===== Record extracts

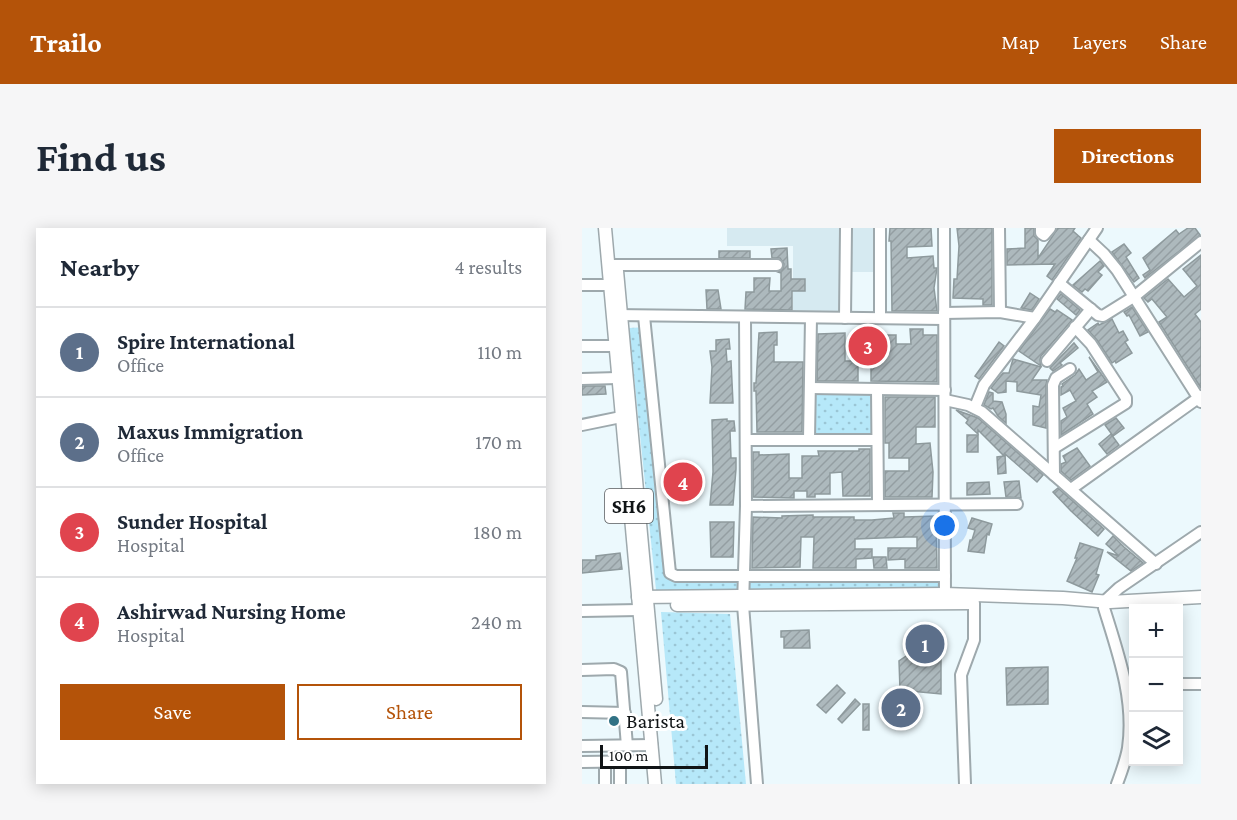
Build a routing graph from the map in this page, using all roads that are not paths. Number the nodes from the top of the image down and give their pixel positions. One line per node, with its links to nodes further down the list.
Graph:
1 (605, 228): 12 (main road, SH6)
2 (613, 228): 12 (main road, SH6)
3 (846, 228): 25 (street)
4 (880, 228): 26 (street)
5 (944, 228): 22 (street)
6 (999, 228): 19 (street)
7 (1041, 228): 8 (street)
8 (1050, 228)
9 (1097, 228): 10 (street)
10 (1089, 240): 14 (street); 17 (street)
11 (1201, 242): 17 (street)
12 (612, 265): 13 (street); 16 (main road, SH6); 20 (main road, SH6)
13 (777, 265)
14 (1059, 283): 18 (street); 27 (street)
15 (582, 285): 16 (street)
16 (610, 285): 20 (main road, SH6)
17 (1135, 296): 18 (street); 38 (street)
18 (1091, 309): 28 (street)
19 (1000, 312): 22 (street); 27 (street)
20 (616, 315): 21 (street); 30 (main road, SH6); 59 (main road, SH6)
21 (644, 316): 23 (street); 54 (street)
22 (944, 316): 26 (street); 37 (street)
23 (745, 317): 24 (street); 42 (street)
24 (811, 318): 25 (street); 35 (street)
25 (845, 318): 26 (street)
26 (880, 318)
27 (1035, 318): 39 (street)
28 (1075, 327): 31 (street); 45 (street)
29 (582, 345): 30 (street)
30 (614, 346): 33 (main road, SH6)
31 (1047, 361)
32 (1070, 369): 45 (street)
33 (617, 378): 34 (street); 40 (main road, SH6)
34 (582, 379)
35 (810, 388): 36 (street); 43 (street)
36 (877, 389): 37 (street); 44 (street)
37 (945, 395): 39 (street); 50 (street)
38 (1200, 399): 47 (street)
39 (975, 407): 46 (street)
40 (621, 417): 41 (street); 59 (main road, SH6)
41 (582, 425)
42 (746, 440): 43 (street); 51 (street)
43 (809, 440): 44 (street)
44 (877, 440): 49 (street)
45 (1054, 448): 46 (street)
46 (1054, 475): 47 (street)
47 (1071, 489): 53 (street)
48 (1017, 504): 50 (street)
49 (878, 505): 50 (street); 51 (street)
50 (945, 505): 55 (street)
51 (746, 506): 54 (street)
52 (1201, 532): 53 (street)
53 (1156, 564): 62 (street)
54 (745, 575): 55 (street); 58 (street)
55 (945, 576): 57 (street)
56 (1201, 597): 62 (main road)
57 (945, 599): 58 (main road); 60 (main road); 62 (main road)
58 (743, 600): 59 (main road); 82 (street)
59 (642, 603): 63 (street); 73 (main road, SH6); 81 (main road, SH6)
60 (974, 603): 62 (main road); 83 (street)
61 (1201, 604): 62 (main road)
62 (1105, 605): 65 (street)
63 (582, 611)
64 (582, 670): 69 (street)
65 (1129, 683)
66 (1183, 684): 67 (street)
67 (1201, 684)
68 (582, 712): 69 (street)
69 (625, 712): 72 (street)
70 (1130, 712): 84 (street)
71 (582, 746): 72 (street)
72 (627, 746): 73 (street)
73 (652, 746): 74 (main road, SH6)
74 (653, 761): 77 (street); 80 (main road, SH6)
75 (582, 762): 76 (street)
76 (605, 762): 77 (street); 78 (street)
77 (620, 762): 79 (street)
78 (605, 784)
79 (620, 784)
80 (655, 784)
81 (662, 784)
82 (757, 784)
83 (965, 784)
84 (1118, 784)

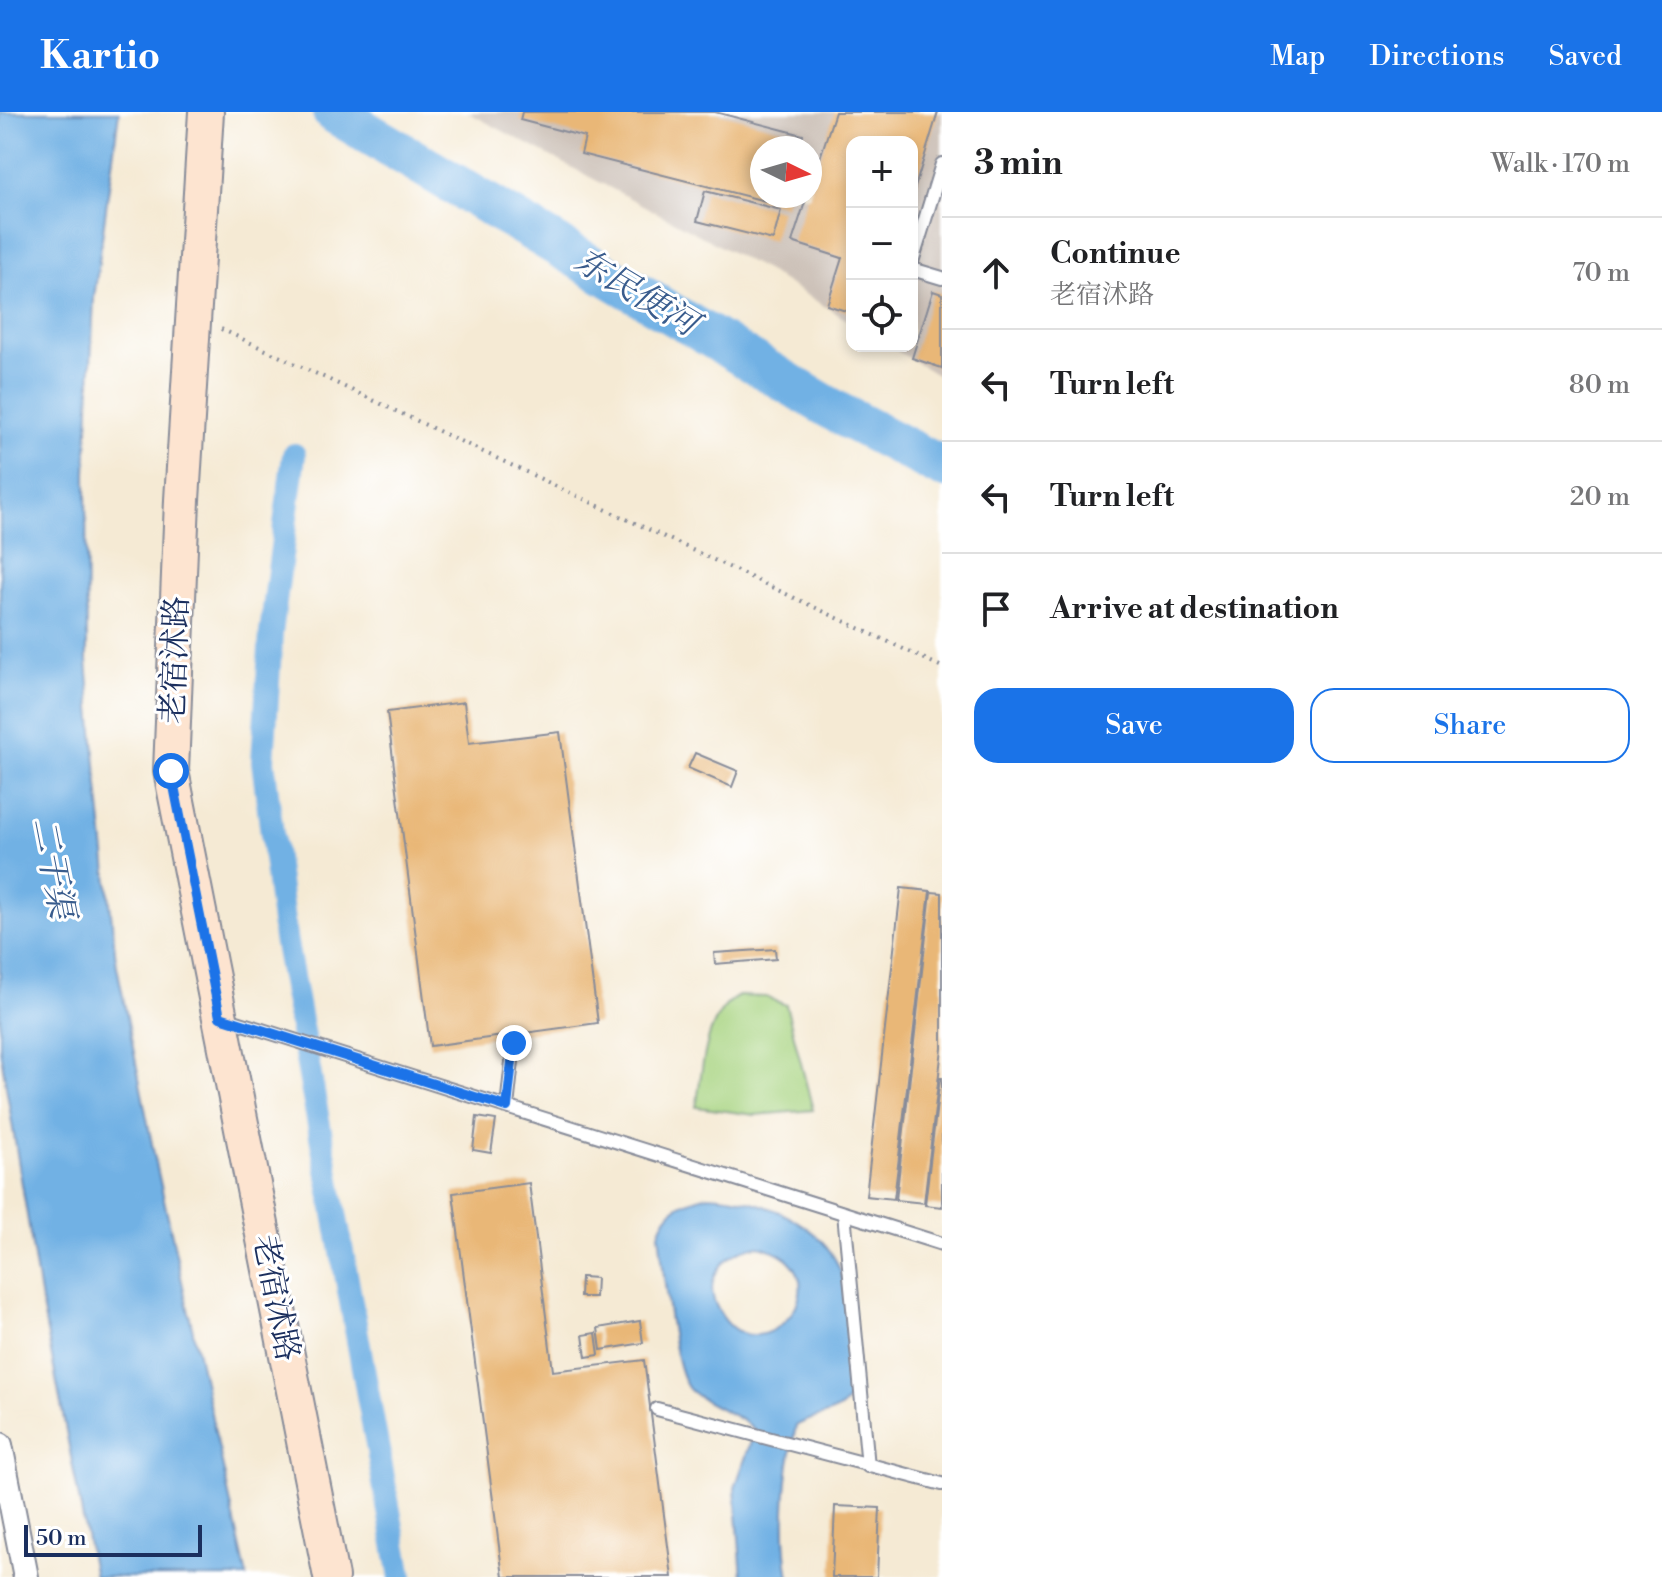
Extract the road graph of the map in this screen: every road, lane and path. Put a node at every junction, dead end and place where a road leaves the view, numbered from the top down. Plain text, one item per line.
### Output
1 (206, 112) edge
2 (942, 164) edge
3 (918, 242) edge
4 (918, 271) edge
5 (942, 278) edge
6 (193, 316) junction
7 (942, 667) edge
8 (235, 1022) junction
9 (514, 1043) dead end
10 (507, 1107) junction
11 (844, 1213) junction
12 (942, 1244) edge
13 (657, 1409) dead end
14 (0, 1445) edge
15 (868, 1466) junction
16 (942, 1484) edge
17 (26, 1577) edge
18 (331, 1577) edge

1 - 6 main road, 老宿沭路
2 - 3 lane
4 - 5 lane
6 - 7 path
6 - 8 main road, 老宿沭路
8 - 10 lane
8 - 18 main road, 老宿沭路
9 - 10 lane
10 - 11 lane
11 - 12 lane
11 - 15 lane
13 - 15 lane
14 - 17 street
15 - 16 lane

==========

— Work to complete —
Give back the data exactly. Skip any images.

— Exercise output —
Build a routing graph from the map in this page, using all roads that are not paths. Number the nodes from the top of the image down and give their pixel positions. One line per node, with its links to nodes further down the list.
Graph:
1 (605, 228): 12 (main road, SH6)
2 (613, 228): 12 (main road, SH6)
3 (846, 228): 25 (street)
4 (880, 228): 26 (street)
5 (944, 228): 22 (street)
6 (999, 228): 19 (street)
7 (1041, 228): 8 (street)
8 (1050, 228)
9 (1097, 228): 10 (street)
10 (1089, 240): 14 (street); 17 (street)
11 (1201, 242): 17 (street)
12 (612, 265): 13 (street); 16 (main road, SH6); 20 (main road, SH6)
13 (777, 265)
14 (1059, 283): 18 (street); 27 (street)
15 (582, 285): 16 (street)
16 (610, 285): 20 (main road, SH6)
17 (1135, 296): 18 (street); 38 (street)
18 (1091, 309): 28 (street)
19 (1000, 312): 22 (street); 27 (street)
20 (616, 315): 21 (street); 30 (main road, SH6); 59 (main road, SH6)
21 (644, 316): 23 (street); 54 (street)
22 (944, 316): 26 (street); 37 (street)
23 (745, 317): 24 (street); 42 (street)
24 (811, 318): 25 (street); 35 (street)
25 (845, 318): 26 (street)
26 (880, 318)
27 (1035, 318): 39 (street)
28 (1075, 327): 31 (street); 45 (street)
29 (582, 345): 30 (street)
30 (614, 346): 33 (main road, SH6)
31 (1047, 361)
32 (1070, 369): 45 (street)
33 (617, 378): 34 (street); 40 (main road, SH6)
34 (582, 379)
35 (810, 388): 36 (street); 43 (street)
36 (877, 389): 37 (street); 44 (street)
37 (945, 395): 39 (street); 50 (street)
38 (1200, 399): 47 (street)
39 (975, 407): 46 (street)
40 (621, 417): 41 (street); 59 (main road, SH6)
41 (582, 425)
42 (746, 440): 43 (street); 51 (street)
43 (809, 440): 44 (street)
44 (877, 440): 49 (street)
45 (1054, 448): 46 (street)
46 (1054, 475): 47 (street)
47 (1071, 489): 53 (street)
48 (1017, 504): 50 (street)
49 (878, 505): 50 (street); 51 (street)
50 (945, 505): 55 (street)
51 (746, 506): 54 (street)
52 (1201, 532): 53 (street)
53 (1156, 564): 62 (street)
54 (745, 575): 55 (street); 58 (street)
55 (945, 576): 57 (street)
56 (1201, 597): 62 (main road)
57 (945, 599): 58 (main road); 60 (main road); 62 (main road)
58 (743, 600): 59 (main road); 82 (street)
59 (642, 603): 63 (street); 73 (main road, SH6); 81 (main road, SH6)
60 (974, 603): 62 (main road); 83 (street)
61 (1201, 604): 62 (main road)
62 (1105, 605): 65 (street)
63 (582, 611)
64 (582, 670): 69 (street)
65 (1129, 683)
66 (1183, 684): 67 (street)
67 (1201, 684)
68 (582, 712): 69 (street)
69 (625, 712): 72 (street)
70 (1130, 712): 84 (street)
71 (582, 746): 72 (street)
72 (627, 746): 73 (street)
73 (652, 746): 74 (main road, SH6)
74 (653, 761): 77 (street); 80 (main road, SH6)
75 (582, 762): 76 (street)
76 (605, 762): 77 (street); 78 (street)
77 (620, 762): 79 (street)
78 (605, 784)
79 (620, 784)
80 (655, 784)
81 (662, 784)
82 (757, 784)
83 (965, 784)
84 (1118, 784)

Extract the road graph of the map in this screen: every road, lane and path. Put a node at every junction, dead end and place where a road leaves the view, numbered from the top down. Plain text, one item per line.
### Output
1 (206, 112) edge
2 (942, 164) edge
3 (918, 242) edge
4 (918, 271) edge
5 (942, 278) edge
6 (193, 316) junction
7 (942, 667) edge
8 (235, 1022) junction
9 (514, 1043) dead end
10 (507, 1107) junction
11 (844, 1213) junction
12 (942, 1244) edge
13 (657, 1409) dead end
14 (0, 1445) edge
15 (868, 1466) junction
16 (942, 1484) edge
17 (26, 1577) edge
18 (331, 1577) edge

1 - 6 main road, 老宿沭路
2 - 3 lane
4 - 5 lane
6 - 7 path
6 - 8 main road, 老宿沭路
8 - 10 lane
8 - 18 main road, 老宿沭路
9 - 10 lane
10 - 11 lane
11 - 12 lane
11 - 15 lane
13 - 15 lane
14 - 17 street
15 - 16 lane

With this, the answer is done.